§ **Stored data entries**
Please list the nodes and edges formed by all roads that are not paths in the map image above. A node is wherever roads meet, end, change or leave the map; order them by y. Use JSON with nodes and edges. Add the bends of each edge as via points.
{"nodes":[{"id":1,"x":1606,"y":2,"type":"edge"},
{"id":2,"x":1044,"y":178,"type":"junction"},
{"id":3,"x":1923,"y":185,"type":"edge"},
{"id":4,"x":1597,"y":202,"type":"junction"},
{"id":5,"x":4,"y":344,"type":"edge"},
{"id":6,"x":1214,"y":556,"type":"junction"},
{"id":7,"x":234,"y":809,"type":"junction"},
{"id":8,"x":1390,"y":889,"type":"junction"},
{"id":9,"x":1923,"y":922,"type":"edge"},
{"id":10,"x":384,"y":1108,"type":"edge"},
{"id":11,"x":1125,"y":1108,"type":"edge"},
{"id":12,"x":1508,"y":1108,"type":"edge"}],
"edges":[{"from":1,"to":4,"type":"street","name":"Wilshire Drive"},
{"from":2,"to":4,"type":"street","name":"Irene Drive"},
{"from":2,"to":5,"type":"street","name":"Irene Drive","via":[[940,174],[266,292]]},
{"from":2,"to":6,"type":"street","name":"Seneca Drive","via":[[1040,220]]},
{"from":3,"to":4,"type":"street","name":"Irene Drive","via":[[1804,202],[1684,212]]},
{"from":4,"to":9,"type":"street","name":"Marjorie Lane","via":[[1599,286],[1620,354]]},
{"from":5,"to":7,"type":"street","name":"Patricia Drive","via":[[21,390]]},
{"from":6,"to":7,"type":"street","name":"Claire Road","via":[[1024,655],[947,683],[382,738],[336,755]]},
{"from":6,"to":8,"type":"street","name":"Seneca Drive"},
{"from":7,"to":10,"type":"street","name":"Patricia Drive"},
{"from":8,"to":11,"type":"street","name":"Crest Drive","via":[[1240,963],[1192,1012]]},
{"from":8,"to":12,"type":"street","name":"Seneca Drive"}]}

§ **WHAT YOU HAVE TO DO**
What you return should match the data character for character.

§ **YOUR SOLUTION**
Please list the nodes and edges formed by all roads that are not paths in the map image above. A node is wherever roads meet, end, change or leave the map; order them by y. Use JSON with nodes and edges. Add the bends of each edge as via points.
{"nodes":[{"id":1,"x":1606,"y":2,"type":"edge"},
{"id":2,"x":1044,"y":178,"type":"junction"},
{"id":3,"x":1923,"y":185,"type":"edge"},
{"id":4,"x":1597,"y":202,"type":"junction"},
{"id":5,"x":4,"y":344,"type":"edge"},
{"id":6,"x":1214,"y":556,"type":"junction"},
{"id":7,"x":234,"y":809,"type":"junction"},
{"id":8,"x":1390,"y":889,"type":"junction"},
{"id":9,"x":1923,"y":922,"type":"edge"},
{"id":10,"x":384,"y":1108,"type":"edge"},
{"id":11,"x":1125,"y":1108,"type":"edge"},
{"id":12,"x":1508,"y":1108,"type":"edge"}],
"edges":[{"from":1,"to":4,"type":"street","name":"Wilshire Drive"},
{"from":2,"to":4,"type":"street","name":"Irene Drive"},
{"from":2,"to":5,"type":"street","name":"Irene Drive","via":[[940,174],[266,292]]},
{"from":2,"to":6,"type":"street","name":"Seneca Drive","via":[[1040,220]]},
{"from":3,"to":4,"type":"street","name":"Irene Drive","via":[[1804,202],[1684,212]]},
{"from":4,"to":9,"type":"street","name":"Marjorie Lane","via":[[1599,286],[1620,354]]},
{"from":5,"to":7,"type":"street","name":"Patricia Drive","via":[[21,390]]},
{"from":6,"to":7,"type":"street","name":"Claire Road","via":[[1024,655],[947,683],[382,738],[336,755]]},
{"from":6,"to":8,"type":"street","name":"Seneca Drive"},
{"from":7,"to":10,"type":"street","name":"Patricia Drive"},
{"from":8,"to":11,"type":"street","name":"Crest Drive","via":[[1240,963],[1192,1012]]},
{"from":8,"to":12,"type":"street","name":"Seneca Drive"}]}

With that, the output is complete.